Section 84.1 allows a trustee to assign the rights and obligations of a bankrupt to a third party if: (1) the proposed assignee is capable of performing the obligations, (2) the rights and obligations are assignable; and (3) it is appropriate to permit the assignment. Courts will focus on maximizing benefit to the creditors and preserving the value of the franchise, even if this compromises some of the franchisor’s contractual rights.

Going forward, franchisors need to do more than point to contractual requirements for consent to an assignment. Language in a franchise agreement describing the obligations as “personal” will not protect franchisors either because franchise agreements can be deemed to be standard commercial contracts and therefore assignable. Franchisors opposed to a transfer must prove to a Court why a proposed assignee is not capable of performing the obligations under the franchise agreement. 

Facts of the Case

In January 2010, Ford Motor Company of Canada, Limited (Ford), the franchisor, discovered that the senior management of their franchisee, Welcome Ford Sales Ltd. (Welcome), had been misappropriating funds.  Ford seized vehicles in the dealership and the dealership ceased operations. On May 19, 2010, Welcome was placed into bankruptcy, owing nearly $10 Million to various secured and unsecured creditors.  Welcome’s trustee in bankruptcy (Trustee) sought to use s. 84.1 to obtain court approval for the sale of the Welcome franchise to a third party.  Ford’s refusal to consent to the sale of the Welcome franchise did not prevent the Court of Queen’s Bench from granting an order authorizing the sale, even though Ford’s consent was required according to the dealership agreement (the Agreement).

The Court of Appeal upheld the lower court’s decision to approve the sale, even though approval of the sale compromised some of Ford’s contractual rights. The sale was approved as it maximized benefit to (secured and unsecured) creditors, enhanced the value of the Welcome franchise, and would not prejudice Ford’s ability to recover the secured collateral. Section 84.1 overruled Ford’s contractual right to prevent the Trustee from selling the franchise as the franchisee does not need the consent of the franchisor to make an application under this section of the BIA.

The purchaser of the Welcome franchise was capable of performing the obligations as he had a good track record of successfully managing other Ford dealerships and had received many national awards from Ford.
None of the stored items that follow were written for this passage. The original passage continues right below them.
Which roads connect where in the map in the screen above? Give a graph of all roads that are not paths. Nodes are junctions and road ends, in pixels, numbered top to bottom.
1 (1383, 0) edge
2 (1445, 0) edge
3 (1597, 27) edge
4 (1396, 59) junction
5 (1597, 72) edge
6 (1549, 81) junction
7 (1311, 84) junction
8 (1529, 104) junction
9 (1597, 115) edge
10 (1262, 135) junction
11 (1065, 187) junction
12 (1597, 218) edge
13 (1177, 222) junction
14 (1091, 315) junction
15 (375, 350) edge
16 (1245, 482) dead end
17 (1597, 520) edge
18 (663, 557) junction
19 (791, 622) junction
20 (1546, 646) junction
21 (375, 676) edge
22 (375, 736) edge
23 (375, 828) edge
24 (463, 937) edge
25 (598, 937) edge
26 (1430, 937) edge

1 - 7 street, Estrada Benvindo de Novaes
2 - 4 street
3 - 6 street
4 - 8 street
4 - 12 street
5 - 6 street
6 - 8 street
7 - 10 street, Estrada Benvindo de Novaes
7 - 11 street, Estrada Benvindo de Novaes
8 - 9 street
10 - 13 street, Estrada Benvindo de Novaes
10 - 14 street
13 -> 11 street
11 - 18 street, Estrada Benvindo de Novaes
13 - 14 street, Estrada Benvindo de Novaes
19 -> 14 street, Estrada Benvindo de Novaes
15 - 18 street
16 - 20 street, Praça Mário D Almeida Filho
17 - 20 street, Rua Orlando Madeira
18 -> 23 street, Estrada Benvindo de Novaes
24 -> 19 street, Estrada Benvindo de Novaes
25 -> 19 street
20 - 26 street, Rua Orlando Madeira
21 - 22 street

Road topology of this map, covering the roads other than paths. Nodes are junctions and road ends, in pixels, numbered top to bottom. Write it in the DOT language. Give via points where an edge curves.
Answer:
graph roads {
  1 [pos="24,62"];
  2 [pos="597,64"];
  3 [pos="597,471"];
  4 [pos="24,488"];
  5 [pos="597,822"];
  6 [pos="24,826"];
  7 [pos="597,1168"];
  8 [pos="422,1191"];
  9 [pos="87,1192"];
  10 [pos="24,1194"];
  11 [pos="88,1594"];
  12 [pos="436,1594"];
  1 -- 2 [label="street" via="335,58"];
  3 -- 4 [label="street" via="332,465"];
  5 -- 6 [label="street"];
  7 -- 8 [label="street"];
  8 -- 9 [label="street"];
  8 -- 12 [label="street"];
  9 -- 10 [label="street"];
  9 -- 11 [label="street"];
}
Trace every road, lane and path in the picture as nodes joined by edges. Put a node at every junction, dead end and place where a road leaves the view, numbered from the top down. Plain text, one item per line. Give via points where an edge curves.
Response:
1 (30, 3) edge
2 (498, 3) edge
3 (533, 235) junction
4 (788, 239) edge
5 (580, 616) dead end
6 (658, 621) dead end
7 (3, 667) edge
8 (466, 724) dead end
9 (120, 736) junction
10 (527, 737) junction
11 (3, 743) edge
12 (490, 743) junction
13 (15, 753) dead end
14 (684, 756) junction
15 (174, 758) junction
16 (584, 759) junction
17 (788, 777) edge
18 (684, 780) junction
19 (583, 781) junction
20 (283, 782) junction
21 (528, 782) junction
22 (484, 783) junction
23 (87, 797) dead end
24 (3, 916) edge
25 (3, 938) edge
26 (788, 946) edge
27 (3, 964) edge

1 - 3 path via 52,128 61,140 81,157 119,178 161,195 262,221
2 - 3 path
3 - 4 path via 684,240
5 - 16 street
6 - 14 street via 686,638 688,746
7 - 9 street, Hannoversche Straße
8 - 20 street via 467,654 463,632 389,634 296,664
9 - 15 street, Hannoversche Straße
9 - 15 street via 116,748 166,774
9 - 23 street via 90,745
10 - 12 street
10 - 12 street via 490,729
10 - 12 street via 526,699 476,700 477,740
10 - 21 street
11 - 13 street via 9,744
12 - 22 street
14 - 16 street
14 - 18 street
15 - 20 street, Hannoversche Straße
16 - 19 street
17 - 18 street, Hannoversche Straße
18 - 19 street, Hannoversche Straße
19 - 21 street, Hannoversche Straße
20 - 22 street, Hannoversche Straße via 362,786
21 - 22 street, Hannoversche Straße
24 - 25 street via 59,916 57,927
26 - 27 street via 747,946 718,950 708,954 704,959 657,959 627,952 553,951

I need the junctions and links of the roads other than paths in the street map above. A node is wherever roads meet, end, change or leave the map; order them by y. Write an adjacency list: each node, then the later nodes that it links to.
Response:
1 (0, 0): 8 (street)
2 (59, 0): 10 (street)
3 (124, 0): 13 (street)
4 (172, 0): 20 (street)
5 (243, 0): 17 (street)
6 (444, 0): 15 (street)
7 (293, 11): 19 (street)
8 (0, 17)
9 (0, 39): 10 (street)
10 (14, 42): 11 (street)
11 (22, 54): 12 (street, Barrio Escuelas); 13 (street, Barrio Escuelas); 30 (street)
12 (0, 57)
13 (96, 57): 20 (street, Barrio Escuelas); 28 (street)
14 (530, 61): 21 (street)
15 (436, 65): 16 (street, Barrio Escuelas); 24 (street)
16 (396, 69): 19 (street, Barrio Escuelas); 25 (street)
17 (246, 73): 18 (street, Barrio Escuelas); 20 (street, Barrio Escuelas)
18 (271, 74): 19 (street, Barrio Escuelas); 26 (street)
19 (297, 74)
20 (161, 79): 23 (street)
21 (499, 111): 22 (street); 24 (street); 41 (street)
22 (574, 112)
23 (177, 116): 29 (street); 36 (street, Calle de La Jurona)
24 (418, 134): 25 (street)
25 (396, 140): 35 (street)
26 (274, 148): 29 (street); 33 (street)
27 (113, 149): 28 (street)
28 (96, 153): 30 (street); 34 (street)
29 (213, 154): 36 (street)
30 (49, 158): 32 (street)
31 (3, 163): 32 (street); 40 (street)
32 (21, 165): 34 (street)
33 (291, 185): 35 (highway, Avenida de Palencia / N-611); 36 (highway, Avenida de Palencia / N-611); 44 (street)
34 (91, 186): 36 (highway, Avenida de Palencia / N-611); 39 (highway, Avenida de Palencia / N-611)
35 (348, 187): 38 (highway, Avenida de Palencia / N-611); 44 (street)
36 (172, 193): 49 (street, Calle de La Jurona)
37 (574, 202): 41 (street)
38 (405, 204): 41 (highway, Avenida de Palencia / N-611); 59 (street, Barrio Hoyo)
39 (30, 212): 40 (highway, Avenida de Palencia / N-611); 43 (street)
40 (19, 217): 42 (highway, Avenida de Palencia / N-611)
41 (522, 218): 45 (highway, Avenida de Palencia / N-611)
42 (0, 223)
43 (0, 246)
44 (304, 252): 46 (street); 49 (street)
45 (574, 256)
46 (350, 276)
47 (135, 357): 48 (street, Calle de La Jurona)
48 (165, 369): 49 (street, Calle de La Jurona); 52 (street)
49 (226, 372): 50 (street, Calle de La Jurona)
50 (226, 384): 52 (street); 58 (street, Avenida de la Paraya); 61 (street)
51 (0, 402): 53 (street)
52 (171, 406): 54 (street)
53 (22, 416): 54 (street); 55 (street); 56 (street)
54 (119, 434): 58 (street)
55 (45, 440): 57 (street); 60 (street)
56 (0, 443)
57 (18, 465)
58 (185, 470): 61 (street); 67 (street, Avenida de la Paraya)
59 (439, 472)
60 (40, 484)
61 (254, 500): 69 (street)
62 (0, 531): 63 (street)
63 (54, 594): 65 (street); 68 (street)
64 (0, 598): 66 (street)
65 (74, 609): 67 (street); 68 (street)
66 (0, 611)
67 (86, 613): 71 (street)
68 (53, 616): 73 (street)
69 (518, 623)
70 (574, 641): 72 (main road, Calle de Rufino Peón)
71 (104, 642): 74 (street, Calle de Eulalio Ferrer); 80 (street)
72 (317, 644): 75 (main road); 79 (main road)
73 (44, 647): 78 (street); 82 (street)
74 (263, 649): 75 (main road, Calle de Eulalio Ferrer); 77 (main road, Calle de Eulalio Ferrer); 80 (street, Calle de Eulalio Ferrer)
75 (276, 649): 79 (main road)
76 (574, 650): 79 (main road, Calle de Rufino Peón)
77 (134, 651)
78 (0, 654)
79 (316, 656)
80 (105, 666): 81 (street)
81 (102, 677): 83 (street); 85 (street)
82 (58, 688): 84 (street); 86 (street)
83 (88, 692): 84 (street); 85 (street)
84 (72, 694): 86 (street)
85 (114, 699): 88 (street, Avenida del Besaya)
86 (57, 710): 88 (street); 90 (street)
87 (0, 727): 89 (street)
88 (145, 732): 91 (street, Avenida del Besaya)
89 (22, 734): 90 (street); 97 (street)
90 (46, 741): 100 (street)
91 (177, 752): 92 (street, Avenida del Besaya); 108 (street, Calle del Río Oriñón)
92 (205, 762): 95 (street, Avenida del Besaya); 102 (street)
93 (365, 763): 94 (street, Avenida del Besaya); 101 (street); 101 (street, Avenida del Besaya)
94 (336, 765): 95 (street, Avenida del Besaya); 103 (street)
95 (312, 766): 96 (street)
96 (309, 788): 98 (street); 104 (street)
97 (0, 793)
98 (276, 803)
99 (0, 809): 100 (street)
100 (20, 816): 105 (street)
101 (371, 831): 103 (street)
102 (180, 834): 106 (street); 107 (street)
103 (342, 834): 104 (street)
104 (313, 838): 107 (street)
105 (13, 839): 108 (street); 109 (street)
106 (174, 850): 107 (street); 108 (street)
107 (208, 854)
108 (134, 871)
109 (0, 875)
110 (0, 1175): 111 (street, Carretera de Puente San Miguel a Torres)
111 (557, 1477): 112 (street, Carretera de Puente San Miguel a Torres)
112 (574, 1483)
Ford argued that the Agreement was a personal obligation and therefore not assignable by reason of its nature, but the Court disagreed and found that the Agreement was a standard commercial agreement that could be performed “by virtually any business person and entity with some capital and experience in automotive retailing”.

In determining that it was appropriate to permit the assignment, the Court found, inter alia, that Ford unreasonably withheld their consent to the assignment, that the assignment would remedy Welcome’s earlier breaches and that Ford would not be prejudiced by the assignment.